Somehow, your lack of means translates into the increased illegality of your actions. This does not stop you from doing it. It is your right as a young man to get high… it ought to be written somewhere.

The authorities will not agree. And you will end up in one of those probationary anti-drug programs where you hear about old Brian who had convulsions from sniffing air freshener. Marijuana makes your kind violent.

(perhaps i have been waiting too long i know he won’t come back it all seems so familiar as if i have been here before i know i have been it happened so long ago i am still waiting for it to change my life)

**** you! What the hell did you bring us this far for?”

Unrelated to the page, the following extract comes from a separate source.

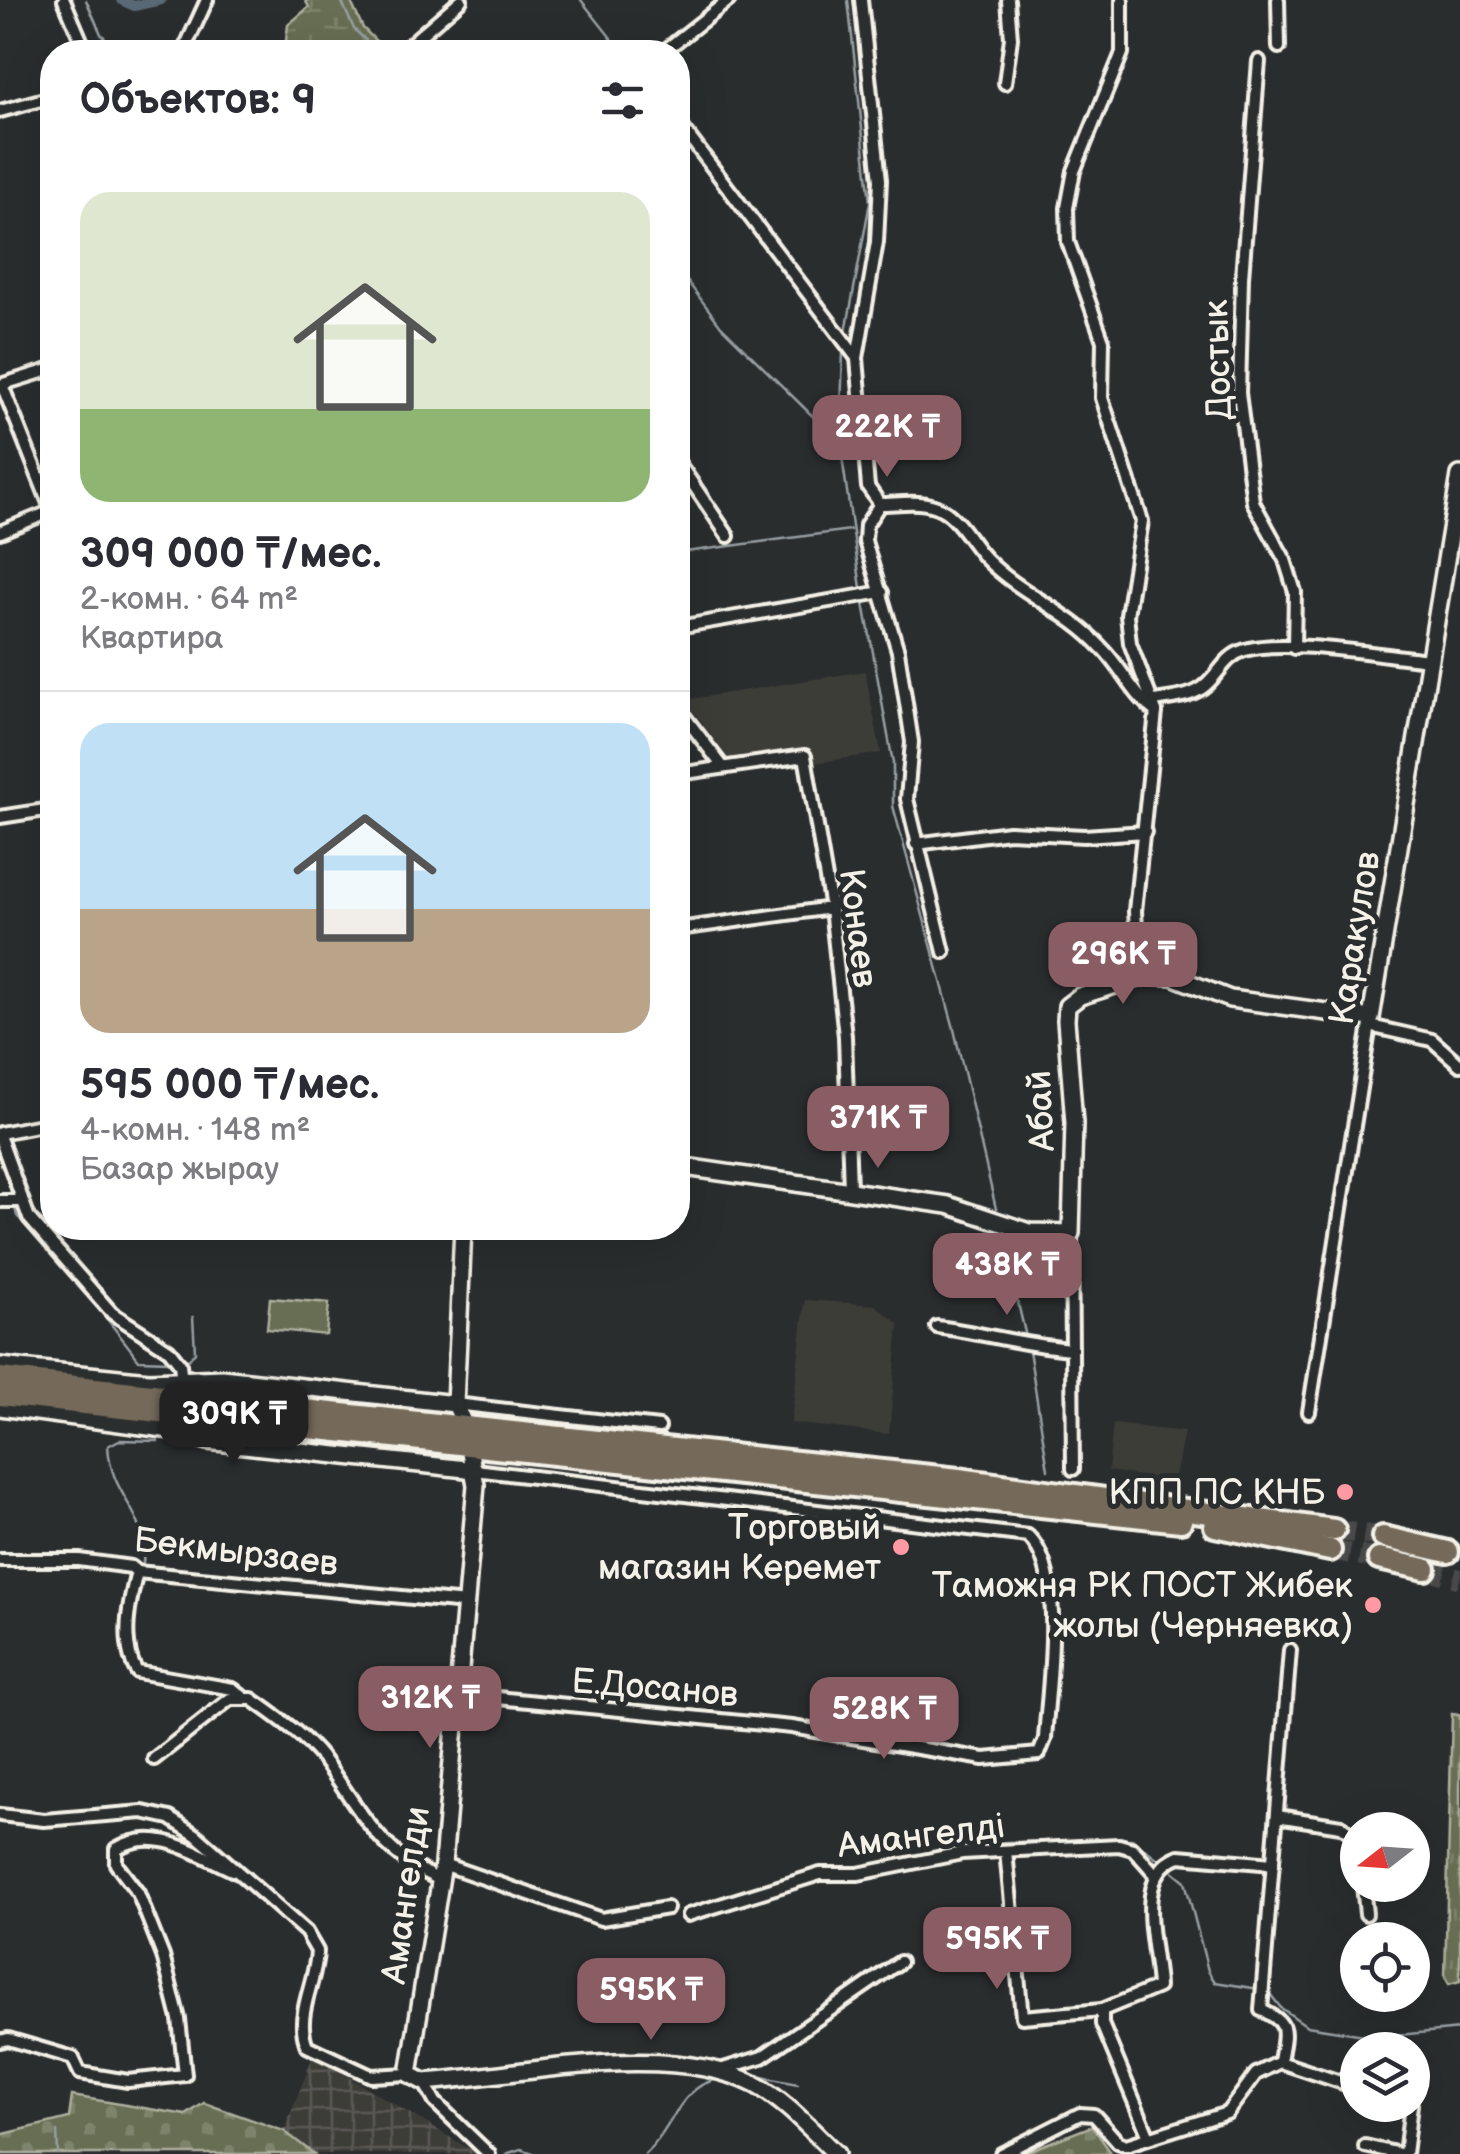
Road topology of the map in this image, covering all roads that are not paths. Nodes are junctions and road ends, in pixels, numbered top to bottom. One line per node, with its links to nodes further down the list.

He knows that, whatever happens, it will be his ****. And it will be. He loves you. He has been your only family through all these years of solitude and you need him.

“I am telling you, I am not getting in there! I don’t care about your **** four ounces; you know what he’s been known to do to niggers.”

But he will go with you anyway—he loves you. He is your man; you are ready for a successful transaction…

“Why does this **** only happen to us?”

You will cry, but there will be no lap. You will cry but your friend is gone. You will cry because he is gone. You need to run.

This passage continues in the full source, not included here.